# A 600W-650W PSU under 5.5k



## adityak469 (Jan 23, 2014)

So I'll be buying a new PSU as my old one sucks and even fried my HDD and GPU . I was look to buy a 600-650W PSU for future upgrades but i don't have any knowledge in PSUs ...my current specs sucks and will stay till May (Pentium D , 2 GB RAM , Geforce 210 , 180GB HDD). I'll be ULTIMATELY throw these specs to the PSU -

i5 4770k
R9 270x/R9 280/GTX 760 
8GB RAM
4TB HDD (2x1TB , 1x2TB)
2x128GB SSD 
A decent Motherboard
120mm Liquid Cooling 
At least 4 Fans

I was thinking to buy these-

1)Corsair CMPSU-600CXV2UK 600 Watts   [  Corsair CMPSU-600CXV2UK 600 Watts PSU - Corsair: Flipkart.com  ]

2)Corsair CMPSU-GS600W 600 Watts   [  Corsair CMPSU-GS600W 600 Watts PSU - Corsair: Flipkart.com  ]

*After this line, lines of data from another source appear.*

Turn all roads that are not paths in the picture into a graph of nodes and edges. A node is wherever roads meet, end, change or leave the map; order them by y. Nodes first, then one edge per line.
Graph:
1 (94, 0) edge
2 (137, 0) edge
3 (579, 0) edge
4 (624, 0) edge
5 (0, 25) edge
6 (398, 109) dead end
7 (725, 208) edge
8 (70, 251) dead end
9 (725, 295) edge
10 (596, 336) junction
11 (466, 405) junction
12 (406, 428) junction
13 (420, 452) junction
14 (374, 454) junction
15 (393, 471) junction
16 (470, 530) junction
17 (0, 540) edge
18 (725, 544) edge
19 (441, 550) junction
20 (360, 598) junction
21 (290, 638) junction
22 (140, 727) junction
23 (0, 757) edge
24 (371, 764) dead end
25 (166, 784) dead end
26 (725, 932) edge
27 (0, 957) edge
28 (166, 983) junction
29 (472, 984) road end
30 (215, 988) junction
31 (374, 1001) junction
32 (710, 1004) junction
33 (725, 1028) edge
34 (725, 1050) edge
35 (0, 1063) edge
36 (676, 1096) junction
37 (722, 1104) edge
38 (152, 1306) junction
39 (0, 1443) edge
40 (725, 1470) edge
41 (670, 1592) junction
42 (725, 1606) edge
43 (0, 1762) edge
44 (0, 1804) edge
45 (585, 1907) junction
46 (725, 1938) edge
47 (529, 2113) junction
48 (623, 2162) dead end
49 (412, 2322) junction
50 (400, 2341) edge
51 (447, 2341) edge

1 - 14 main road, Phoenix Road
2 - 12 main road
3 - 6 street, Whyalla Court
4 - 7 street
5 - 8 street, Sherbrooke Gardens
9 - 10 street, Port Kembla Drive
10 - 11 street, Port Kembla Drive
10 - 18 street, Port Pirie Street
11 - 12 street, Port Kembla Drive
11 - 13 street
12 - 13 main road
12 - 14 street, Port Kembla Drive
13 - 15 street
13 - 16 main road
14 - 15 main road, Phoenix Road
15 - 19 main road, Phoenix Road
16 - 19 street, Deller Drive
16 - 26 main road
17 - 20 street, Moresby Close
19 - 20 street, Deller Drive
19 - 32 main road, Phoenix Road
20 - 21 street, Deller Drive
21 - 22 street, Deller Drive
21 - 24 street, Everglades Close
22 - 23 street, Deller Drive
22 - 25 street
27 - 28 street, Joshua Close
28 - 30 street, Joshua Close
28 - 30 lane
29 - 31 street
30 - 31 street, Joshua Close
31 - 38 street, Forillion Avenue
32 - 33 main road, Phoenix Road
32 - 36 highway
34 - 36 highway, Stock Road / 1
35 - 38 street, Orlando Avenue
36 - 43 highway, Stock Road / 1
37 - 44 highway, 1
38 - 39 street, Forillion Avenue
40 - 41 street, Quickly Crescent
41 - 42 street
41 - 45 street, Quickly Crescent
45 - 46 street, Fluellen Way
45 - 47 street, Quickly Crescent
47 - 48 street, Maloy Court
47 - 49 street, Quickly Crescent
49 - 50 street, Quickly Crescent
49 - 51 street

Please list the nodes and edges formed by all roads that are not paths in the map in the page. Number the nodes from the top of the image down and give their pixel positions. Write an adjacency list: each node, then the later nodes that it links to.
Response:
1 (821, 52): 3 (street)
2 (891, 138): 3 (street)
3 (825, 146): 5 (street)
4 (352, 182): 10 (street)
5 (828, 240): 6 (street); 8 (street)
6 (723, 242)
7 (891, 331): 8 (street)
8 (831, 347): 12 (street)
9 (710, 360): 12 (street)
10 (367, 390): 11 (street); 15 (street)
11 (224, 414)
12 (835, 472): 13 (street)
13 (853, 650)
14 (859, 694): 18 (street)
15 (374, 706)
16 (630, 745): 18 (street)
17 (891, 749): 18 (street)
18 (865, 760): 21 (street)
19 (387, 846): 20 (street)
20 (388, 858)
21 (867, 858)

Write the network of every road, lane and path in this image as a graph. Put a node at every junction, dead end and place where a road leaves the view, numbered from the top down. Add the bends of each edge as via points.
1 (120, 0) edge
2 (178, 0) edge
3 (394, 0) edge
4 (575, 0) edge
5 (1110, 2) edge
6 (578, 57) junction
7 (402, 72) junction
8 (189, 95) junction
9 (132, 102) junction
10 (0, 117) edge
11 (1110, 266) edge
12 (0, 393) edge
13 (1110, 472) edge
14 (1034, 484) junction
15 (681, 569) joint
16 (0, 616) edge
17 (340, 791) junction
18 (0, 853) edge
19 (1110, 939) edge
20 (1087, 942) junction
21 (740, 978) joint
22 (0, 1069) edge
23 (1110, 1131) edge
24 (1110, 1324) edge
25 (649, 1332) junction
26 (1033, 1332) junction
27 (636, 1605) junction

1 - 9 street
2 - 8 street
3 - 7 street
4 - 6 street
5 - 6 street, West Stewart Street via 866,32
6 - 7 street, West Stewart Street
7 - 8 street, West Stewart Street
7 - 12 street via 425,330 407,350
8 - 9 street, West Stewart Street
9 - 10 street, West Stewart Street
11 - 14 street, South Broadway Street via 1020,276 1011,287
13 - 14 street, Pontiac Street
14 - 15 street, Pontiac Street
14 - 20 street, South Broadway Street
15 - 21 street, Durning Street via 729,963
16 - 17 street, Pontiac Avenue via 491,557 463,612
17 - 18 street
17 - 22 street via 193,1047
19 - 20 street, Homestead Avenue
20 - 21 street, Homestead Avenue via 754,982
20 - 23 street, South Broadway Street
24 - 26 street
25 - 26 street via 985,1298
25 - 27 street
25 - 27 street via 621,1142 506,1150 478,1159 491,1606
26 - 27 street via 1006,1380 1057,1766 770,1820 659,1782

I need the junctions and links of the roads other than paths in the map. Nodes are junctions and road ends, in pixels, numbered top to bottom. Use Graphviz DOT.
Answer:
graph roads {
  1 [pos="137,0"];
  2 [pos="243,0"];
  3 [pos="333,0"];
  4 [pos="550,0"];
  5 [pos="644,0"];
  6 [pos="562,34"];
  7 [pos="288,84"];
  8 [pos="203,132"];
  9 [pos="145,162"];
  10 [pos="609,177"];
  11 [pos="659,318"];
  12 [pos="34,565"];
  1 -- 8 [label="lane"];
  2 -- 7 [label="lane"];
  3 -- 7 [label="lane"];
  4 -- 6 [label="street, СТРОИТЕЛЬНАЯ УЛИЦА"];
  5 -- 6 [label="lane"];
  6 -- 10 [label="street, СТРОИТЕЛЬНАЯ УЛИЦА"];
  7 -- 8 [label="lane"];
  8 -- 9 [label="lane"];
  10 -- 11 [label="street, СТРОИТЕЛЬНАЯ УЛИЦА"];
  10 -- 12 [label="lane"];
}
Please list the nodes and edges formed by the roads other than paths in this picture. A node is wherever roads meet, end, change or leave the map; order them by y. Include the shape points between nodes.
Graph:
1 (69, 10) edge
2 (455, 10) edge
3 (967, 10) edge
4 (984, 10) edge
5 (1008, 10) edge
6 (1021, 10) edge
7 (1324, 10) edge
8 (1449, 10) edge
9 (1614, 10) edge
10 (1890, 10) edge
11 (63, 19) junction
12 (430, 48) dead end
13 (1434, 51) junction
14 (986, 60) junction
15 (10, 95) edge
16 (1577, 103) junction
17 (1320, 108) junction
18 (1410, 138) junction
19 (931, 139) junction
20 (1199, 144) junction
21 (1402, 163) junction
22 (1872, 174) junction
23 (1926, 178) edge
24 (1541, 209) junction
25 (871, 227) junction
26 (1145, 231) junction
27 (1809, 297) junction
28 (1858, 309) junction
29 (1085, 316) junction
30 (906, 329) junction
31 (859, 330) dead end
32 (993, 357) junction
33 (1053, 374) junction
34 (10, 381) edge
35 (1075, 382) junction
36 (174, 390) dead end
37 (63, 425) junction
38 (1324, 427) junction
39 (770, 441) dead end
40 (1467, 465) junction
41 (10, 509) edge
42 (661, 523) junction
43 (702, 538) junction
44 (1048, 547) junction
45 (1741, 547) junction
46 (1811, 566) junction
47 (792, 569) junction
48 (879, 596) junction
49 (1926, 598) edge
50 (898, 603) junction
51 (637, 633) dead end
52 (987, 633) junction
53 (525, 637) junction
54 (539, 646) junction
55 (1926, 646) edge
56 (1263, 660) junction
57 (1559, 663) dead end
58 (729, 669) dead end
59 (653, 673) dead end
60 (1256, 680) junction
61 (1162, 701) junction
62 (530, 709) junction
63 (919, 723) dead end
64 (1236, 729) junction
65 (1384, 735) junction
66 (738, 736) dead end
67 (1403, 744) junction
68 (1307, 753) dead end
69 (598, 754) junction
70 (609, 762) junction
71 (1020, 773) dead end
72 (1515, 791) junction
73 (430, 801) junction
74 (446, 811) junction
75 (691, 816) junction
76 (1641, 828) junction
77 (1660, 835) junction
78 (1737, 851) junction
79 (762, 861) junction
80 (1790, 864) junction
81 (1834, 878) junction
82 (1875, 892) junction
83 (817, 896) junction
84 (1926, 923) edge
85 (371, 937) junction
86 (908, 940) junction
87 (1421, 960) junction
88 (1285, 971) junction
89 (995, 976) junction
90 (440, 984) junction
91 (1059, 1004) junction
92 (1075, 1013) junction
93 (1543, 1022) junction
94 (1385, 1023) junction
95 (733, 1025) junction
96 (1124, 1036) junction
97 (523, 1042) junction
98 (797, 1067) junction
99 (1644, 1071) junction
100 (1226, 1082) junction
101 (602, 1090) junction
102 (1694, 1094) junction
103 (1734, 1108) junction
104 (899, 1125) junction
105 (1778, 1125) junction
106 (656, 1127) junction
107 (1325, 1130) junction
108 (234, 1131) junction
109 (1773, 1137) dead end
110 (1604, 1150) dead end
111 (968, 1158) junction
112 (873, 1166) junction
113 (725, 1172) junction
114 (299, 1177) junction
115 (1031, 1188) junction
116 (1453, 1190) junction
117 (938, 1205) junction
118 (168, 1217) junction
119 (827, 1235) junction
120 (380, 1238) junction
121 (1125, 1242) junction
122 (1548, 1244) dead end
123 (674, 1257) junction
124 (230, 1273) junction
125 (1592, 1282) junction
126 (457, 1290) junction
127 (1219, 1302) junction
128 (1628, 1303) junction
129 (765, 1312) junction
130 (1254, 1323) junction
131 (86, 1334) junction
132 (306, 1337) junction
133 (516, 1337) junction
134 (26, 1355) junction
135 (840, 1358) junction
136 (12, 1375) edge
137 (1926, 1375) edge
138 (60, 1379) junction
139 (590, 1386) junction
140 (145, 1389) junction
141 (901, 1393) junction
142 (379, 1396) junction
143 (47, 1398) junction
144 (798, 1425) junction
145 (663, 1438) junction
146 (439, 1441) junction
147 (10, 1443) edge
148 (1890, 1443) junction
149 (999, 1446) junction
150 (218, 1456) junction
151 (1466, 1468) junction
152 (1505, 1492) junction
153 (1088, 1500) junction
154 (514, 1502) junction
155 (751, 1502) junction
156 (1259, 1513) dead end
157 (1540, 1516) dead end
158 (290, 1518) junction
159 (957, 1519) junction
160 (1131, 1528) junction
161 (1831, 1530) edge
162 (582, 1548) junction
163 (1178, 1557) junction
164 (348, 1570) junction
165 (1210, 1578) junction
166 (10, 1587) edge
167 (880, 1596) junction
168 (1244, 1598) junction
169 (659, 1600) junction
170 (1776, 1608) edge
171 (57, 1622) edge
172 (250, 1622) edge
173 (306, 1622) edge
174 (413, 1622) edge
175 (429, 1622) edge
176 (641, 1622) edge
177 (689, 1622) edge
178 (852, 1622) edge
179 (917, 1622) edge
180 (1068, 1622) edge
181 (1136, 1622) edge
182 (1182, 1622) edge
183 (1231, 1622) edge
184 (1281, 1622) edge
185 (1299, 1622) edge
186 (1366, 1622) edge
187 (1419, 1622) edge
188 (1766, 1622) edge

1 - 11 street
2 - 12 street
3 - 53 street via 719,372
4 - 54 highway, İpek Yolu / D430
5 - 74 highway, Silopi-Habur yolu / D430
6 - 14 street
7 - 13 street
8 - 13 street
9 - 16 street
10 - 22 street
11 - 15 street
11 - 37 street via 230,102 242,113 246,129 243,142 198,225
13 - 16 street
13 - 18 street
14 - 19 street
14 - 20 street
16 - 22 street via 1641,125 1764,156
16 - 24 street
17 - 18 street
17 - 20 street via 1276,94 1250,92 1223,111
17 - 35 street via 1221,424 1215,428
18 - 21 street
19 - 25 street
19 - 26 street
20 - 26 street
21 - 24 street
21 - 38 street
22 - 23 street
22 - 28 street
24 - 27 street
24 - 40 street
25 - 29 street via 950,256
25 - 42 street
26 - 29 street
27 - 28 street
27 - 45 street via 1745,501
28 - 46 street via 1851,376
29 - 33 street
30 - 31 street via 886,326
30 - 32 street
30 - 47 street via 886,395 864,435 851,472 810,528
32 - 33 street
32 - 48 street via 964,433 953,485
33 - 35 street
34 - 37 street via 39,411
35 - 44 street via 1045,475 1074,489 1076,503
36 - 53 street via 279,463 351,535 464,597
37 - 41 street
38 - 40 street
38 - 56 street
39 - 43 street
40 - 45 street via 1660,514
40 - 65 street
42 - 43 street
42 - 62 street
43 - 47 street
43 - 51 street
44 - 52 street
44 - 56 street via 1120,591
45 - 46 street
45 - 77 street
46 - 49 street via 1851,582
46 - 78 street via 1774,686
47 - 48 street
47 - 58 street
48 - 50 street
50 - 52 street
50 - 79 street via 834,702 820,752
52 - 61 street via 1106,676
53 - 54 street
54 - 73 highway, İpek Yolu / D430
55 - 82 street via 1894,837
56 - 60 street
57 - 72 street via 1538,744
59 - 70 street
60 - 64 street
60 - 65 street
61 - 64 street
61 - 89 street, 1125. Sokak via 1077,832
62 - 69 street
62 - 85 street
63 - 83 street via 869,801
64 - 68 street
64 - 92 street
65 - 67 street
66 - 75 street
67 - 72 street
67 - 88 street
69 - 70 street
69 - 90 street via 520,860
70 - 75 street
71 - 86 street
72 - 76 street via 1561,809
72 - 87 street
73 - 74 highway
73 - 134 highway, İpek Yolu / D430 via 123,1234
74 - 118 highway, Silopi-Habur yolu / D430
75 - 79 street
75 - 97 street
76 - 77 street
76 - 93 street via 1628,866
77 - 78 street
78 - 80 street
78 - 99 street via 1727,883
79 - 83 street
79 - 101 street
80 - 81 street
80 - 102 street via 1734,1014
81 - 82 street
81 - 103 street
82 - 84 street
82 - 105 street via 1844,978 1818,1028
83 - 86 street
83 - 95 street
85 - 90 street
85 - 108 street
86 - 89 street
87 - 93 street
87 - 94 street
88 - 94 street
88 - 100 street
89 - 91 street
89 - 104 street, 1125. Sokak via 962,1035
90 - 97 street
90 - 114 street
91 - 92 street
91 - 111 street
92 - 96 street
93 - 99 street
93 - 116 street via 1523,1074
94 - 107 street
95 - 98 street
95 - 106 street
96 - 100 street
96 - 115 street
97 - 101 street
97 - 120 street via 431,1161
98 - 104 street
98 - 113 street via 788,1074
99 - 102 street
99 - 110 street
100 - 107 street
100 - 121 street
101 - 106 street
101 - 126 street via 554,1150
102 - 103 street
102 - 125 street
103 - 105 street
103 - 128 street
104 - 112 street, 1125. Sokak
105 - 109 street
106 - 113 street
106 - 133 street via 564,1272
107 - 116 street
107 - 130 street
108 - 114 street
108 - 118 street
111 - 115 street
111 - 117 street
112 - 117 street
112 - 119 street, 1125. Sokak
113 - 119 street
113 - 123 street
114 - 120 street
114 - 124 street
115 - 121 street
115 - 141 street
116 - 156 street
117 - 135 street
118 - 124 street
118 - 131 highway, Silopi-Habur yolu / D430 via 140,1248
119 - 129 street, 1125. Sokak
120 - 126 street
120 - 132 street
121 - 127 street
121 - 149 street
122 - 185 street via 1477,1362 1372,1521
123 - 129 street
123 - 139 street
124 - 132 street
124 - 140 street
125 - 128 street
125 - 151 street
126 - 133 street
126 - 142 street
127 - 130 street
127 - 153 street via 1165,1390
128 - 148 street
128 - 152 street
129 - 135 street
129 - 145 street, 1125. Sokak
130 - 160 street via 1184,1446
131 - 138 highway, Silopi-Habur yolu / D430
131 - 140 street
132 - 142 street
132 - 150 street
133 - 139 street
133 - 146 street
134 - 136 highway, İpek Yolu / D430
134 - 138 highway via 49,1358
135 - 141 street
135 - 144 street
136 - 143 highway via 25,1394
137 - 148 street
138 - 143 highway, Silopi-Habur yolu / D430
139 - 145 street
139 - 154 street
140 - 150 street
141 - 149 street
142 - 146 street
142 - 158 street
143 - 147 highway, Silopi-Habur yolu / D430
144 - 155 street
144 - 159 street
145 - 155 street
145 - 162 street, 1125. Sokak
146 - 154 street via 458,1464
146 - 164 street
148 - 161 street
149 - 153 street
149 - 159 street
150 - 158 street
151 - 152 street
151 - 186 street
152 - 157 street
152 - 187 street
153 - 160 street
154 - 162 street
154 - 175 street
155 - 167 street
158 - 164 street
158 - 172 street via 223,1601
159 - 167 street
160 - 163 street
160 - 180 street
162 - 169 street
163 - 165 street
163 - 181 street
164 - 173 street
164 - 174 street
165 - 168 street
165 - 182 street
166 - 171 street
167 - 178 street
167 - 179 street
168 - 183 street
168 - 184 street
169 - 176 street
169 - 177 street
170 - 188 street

3)Corsair VS650 650 Watt   [  Corsair VS650 650 Watt PSU - Corsair: Flipkart.com  ]

4)Cooler Master Thunder 600 Watts  [  Cooler Master Thunder 600 Watts PSU - Cooler Master: Flipkart.com  ]


Tell me which is better for the given specs or suggest a better one and if possible , please provide links to sites which are offering these components at a better price.


----------



## ASHISH65 (Jan 23, 2014)

Seasonic s12ii 620w is best psu for you,it comes with 5 year warranty and far better than Corsair cx,gs,vs psus 

SeaSonic S12II 620 Bronze 620W ATX12V V2.3 / EPS 12V V2.91 80 PLUS BRONZE Certified Active PFC Power Supply


----------



## adityak469 (Jan 24, 2014)

thanks man!   i'll be getting it soon!!


----------